ル・マン24時間レースでフロイド・ヴァンウォール・レーシングチームのラインアップから外されたジャック・ビルヌーブがこの件について声明を発表し、今季のWEC世界耐久選手権の残りのラウンドでも、同チームのマシンをドライブしないことを明らかにした。

 バイコレスがオペレートするヴァンウォール・チームは先週、1997年のF1チャンピオンの代わりにトリスタン・ボティエをハイパーカーのクルーとして迎え入れ、6月10〜11日に行われるル・マン24時間レースで走らせると発表していた。

■「僕はチームから公式な連絡を受け取っていない」
 ビルヌーブは5月31日に発表した自身の声明の中で、6日前に公表されて初めて知ったこの決定に「深く失望している」と述べた。

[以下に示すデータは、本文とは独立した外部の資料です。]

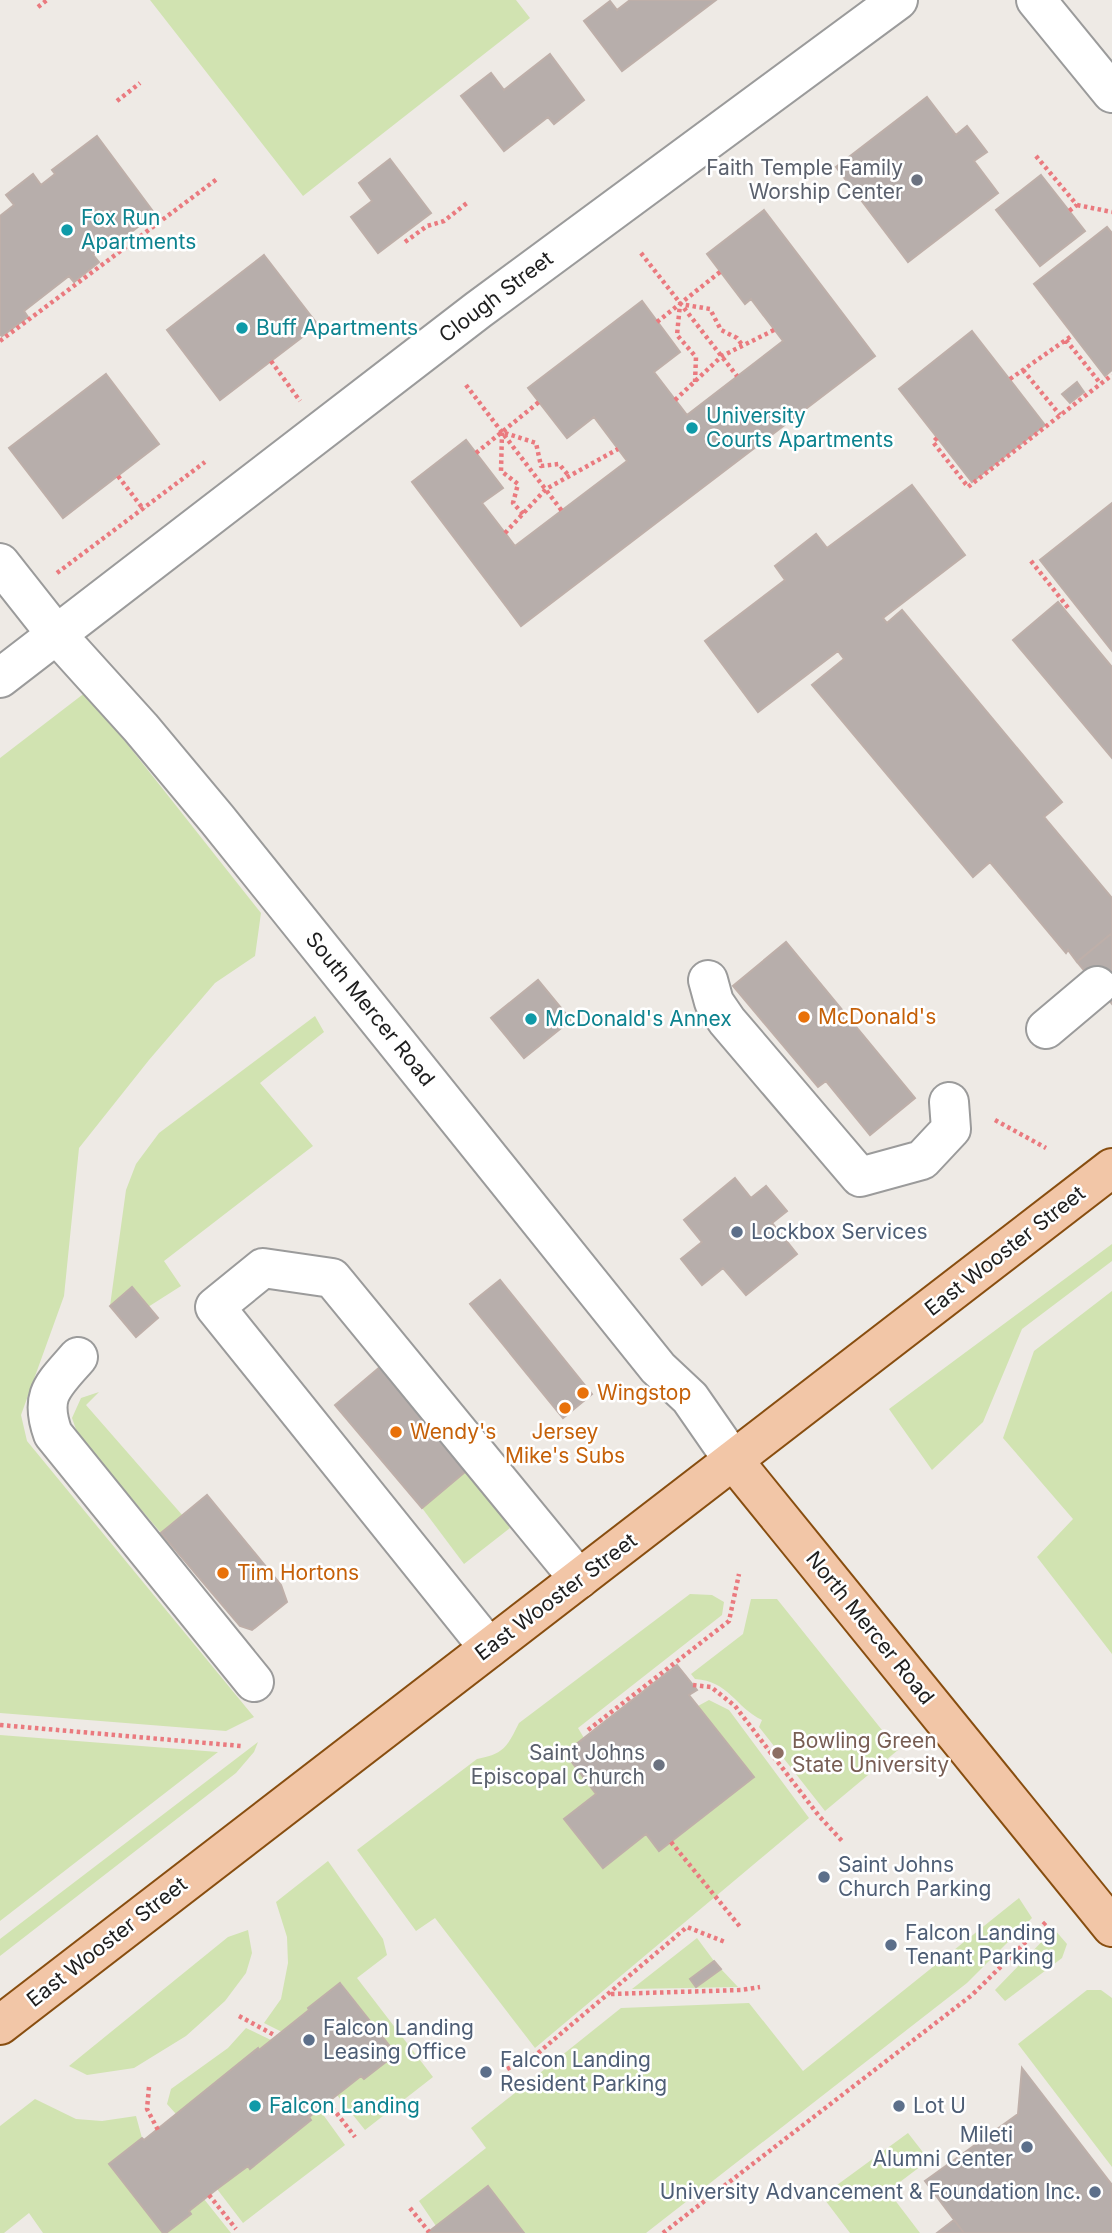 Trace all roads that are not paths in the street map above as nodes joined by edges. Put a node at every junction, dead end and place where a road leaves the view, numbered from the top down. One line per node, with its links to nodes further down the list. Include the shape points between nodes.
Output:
1 (898, 0): 5 (street, Clough Street, via 478,310)
2 (1037, 0): 3 (street)
3 (1112, 93)
4 (0, 563): 5 (street, South Mercer Road)
5 (56, 634): 6 (street, Clough Street); 13 (street, South Mercer Road, via 217,819 658,1368 690,1398)
6 (0, 678)
7 (708, 980): 10 (street, via 714,1002 727,1021 860,1177 922,1160 951,1129)
8 (1097, 986): 9 (street)
9 (1045, 1029)
10 (949, 1102)
11 (1112, 1168): 13 (main road, East Wooster Street)
12 (78, 1357): 16 (street, via 47,1400 53,1434)
13 (733, 1460): 14 (main road, East Wooster Street); 17 (main road, North Mercer Road)
14 (579, 1579): 15 (main road, East Wooster Street); 15 (street, via 332,1278 263,1268 215,1307)
15 (489, 1648): 18 (main road, East Wooster Street)
16 (254, 1682)
17 (1112, 1927)
18 (0, 2025)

 カナダ人のビルヌーブは、セブリング、ポルティマオ、スパ・フランコルシャンでのWEC開幕3戦で、バイコレス製のヴァンウォール・バンダーベル680をドライブした。

 ル・マンでは、トム・ディルマン、エステバン・グエリエリのふたりに、2021年のセブリング12時間レースの勝者であるボティエが加わることになる。

「2023年5月25日にヴァンウォール・レーシング・チーム・バイコレスが発表したリリースによって、来るル・マン24時間レースでの自分の後任を知り、深く失望している」とビルヌーブは声明で述べている。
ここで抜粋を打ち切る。